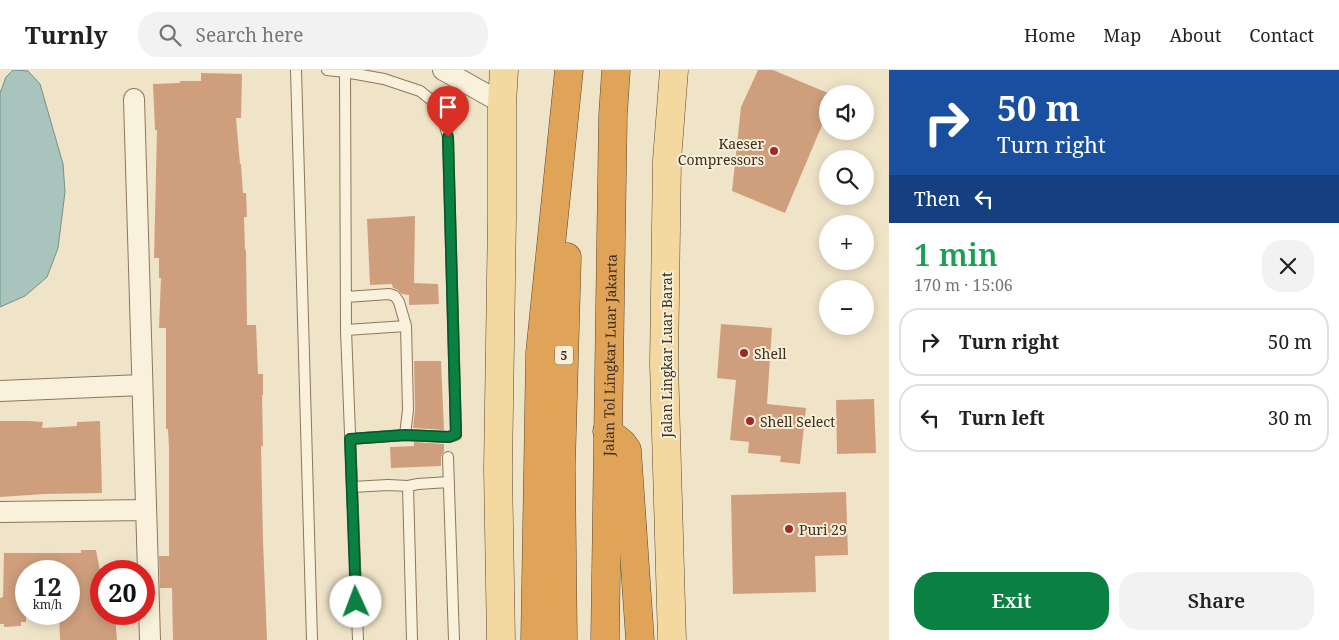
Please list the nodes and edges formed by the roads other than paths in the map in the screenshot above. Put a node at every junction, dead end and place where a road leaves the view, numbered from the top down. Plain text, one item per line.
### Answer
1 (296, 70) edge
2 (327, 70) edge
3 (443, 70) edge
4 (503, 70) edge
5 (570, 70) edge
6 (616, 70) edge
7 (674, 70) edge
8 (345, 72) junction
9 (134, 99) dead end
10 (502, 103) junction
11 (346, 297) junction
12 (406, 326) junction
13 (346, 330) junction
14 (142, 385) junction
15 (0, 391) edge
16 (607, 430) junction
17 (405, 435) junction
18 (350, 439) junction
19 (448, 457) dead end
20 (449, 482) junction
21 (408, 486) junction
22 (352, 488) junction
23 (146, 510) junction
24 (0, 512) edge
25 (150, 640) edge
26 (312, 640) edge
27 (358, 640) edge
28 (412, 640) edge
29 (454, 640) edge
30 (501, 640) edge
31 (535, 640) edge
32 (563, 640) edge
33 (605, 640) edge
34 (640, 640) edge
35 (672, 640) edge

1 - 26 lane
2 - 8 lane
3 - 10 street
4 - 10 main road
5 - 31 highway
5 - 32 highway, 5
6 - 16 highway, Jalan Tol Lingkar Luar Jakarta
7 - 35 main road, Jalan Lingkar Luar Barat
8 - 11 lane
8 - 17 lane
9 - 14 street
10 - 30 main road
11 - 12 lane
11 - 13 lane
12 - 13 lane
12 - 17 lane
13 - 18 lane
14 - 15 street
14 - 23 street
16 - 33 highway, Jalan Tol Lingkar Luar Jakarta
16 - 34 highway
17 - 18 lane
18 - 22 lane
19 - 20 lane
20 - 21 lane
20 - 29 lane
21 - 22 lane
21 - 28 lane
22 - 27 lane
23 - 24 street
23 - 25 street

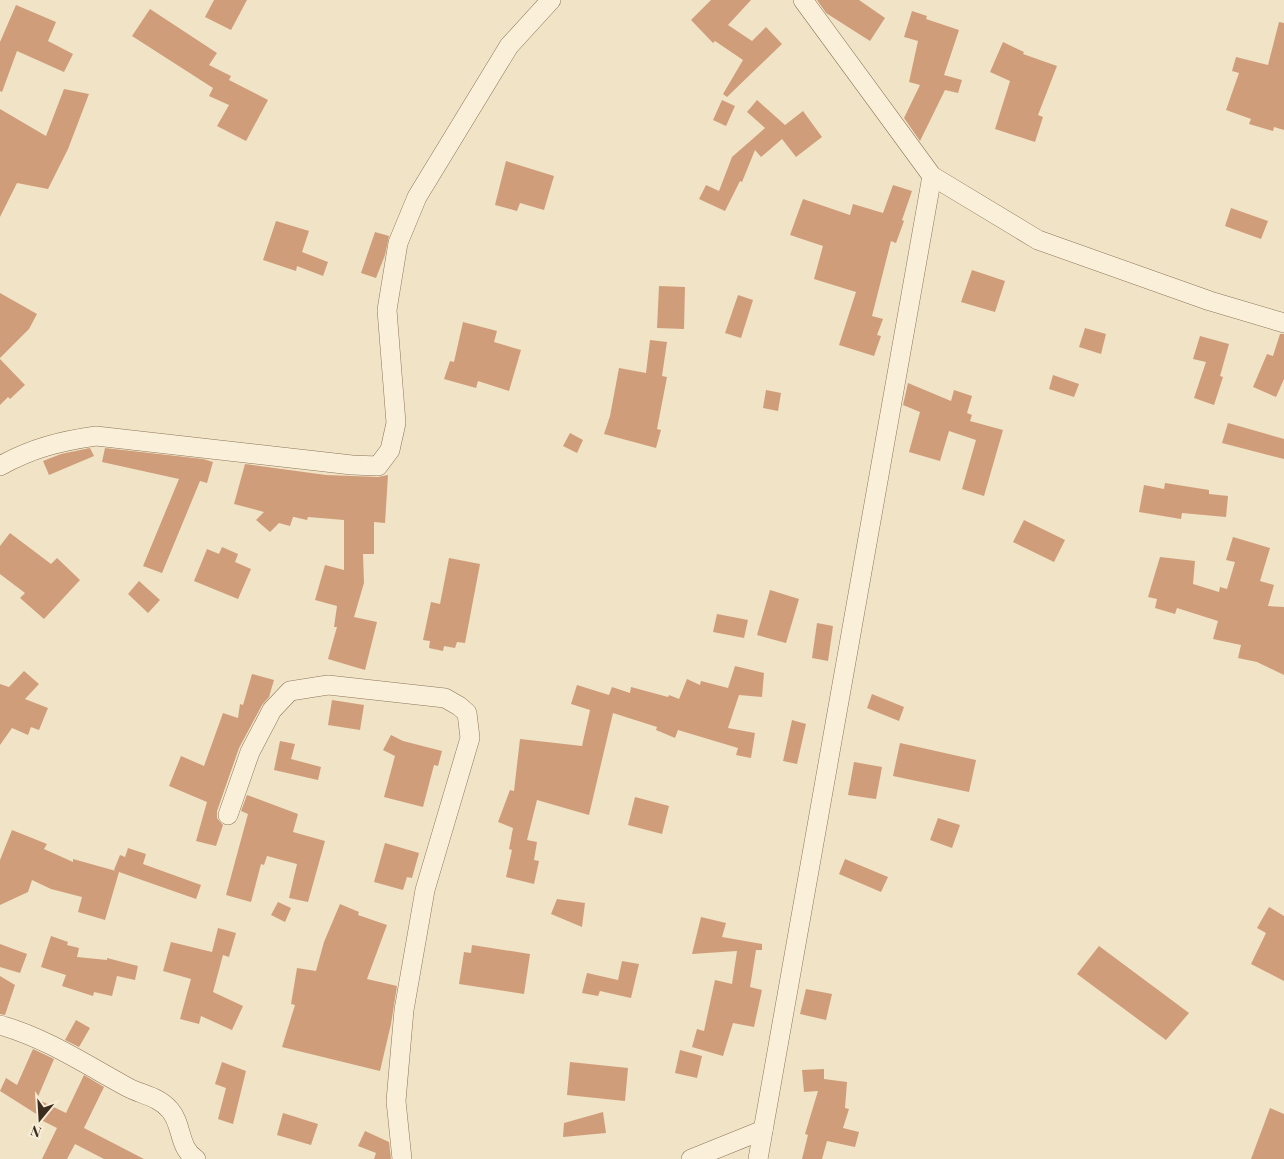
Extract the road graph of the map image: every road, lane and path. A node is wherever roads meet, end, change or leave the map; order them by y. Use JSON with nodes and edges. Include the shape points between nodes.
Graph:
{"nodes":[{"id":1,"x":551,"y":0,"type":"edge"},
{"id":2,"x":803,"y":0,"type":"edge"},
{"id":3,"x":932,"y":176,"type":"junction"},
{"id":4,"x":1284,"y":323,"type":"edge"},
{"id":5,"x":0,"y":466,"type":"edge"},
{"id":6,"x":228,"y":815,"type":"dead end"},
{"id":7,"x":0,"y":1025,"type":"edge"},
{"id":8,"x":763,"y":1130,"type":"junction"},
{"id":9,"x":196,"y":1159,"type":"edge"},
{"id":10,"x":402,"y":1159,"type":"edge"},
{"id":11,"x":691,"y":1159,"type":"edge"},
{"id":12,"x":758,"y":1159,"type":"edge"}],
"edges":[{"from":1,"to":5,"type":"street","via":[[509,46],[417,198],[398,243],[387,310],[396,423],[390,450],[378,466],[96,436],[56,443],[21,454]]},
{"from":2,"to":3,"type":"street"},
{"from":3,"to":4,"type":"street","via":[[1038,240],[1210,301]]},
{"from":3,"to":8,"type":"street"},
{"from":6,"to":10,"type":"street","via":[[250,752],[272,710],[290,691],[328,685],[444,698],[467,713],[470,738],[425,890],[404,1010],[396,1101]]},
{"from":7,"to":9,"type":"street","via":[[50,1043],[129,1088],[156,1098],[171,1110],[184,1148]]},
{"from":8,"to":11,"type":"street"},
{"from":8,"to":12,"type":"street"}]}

::::::::::

● **Task details**: Please report the number of lines in the data that include "every", with no other words.

● **Written response**: 2